Johnson’s Backyard Garden dropped off some beautiful butterhead and romaine lettuces. This recipe calls for quickly sauteing the lettuce, which creates a unique flavor for your salad. We also love the way the lettuce absorbs the red of the beets, making this dish pleasurable for your palate and your eyes.

Don’t forget that beets will dye your hands red, so wear gloves or rejoice in the joy of beet stained hands. Happy eating!

Warm Beet & Butterhead Lettuce Salad with Goat Cheese

From: Honest Fare


  • 2 medium-sized beets cut into 1 inch squares
  • 1/2 red onion, chopped
  • Several leaves of butterhead lettuce
  • 1 Tbsp thyme
  • Goat cheese
  • 1/4 roasted almonds, chopped
  • Salt & pepper to taste
  • Pinch of red pepper flakes to taste
  • Splash of apple cider vinegar
  • About 1 cup of water
  • 3 Tbsp olive oil
  • 1 clove garlic

Wash, peel and cube up beets. Wash and cut up romaine horizontally across the stem. Dice up onion.

Add 2 Tbsp olive oil to pan and heat to medium high. Add beets, onions, and garlic to the pan and saute for 5 minutes partially covered. When pan begins to look dry, add the 1/2 cup water, thyme and about 1 tsp salt, a pinch of red pepper flakes and some black pepper. Continue cooking partially covered. Keep checking beets for doneness. If beets require more cooking and pan has dried out, add remaining water and continue cooking until all the water evaporates. Repeat that step until beets are cooked through to your liking.

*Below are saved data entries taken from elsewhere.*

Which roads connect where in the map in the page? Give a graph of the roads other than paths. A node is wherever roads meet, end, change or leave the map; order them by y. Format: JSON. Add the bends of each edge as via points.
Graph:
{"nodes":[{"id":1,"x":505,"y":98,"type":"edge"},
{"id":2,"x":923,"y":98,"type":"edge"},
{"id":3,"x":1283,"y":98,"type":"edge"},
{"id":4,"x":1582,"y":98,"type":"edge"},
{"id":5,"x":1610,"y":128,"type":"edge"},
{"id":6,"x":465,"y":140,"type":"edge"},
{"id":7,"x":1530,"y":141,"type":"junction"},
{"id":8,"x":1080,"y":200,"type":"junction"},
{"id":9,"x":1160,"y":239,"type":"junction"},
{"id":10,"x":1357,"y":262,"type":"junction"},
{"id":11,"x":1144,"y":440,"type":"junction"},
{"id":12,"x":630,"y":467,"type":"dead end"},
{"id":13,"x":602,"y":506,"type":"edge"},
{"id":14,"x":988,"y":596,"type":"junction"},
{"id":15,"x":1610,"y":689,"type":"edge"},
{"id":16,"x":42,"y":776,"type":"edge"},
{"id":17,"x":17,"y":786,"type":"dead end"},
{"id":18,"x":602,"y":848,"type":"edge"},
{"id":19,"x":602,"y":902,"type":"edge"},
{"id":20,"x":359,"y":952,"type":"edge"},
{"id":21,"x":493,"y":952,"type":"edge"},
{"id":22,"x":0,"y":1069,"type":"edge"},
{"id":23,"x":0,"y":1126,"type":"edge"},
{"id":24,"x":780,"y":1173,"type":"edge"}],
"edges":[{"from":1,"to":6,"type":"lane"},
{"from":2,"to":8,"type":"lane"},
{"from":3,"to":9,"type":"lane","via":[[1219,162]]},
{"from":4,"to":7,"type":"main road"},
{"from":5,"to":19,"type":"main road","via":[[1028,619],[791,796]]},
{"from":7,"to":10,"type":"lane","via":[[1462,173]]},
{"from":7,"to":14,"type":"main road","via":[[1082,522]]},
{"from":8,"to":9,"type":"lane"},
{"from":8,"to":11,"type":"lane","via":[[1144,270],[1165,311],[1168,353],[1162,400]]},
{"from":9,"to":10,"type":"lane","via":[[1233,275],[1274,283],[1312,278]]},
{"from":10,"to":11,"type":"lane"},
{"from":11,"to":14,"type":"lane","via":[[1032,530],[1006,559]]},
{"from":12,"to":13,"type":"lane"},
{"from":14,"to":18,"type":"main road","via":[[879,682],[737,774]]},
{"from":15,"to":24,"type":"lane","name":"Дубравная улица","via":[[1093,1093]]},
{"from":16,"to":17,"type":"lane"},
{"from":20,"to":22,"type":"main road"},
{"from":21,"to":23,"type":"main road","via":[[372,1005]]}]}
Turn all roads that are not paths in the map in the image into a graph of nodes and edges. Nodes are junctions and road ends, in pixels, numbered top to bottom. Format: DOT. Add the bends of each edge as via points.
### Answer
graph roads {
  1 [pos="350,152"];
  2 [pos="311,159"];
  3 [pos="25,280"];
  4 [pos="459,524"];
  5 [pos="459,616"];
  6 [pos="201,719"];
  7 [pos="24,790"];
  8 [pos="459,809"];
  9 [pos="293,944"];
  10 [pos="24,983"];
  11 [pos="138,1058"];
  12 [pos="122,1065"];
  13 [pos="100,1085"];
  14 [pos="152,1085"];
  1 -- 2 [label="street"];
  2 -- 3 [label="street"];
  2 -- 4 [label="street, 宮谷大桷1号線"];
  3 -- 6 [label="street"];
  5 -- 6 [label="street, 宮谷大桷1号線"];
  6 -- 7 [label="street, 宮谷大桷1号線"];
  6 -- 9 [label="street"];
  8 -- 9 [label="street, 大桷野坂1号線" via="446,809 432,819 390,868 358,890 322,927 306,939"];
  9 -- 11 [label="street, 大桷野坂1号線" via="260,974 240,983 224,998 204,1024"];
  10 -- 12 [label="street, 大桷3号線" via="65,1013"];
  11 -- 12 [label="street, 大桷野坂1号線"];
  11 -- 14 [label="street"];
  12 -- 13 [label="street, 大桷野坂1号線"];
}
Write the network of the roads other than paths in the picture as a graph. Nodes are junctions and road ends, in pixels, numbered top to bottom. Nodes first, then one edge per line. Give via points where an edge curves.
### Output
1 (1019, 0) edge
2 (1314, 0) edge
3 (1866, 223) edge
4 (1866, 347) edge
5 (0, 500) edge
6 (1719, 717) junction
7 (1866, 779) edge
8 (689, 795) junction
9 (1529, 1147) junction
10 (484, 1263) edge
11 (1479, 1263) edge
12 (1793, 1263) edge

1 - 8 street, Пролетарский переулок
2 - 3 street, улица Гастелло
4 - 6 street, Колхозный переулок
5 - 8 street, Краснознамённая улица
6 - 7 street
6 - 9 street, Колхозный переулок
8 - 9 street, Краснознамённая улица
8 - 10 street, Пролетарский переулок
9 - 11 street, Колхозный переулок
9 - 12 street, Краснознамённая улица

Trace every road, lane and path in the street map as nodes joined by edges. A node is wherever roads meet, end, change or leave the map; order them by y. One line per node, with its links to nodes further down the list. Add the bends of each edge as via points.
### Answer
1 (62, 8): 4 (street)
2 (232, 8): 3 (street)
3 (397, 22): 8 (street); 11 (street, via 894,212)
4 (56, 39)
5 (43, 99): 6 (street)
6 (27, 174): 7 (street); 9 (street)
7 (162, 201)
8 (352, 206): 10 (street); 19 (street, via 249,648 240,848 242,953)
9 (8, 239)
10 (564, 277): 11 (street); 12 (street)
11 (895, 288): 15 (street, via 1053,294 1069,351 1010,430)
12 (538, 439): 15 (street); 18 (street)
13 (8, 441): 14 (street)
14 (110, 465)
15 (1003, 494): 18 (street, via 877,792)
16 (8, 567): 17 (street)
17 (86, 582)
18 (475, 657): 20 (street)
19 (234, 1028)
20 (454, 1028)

Once beets are done and all the water has evaporated, add a splash of apple cider vinegar and swirl around the pan to loosen up the flavors that got stuck during the cooking. Then add 1 Tbsp of olive oil and lettuce. Saute lettuce for about 2 minutes or until it begins to wilt. Place in bowls and top with crumbled goat cheese and roasted almonds.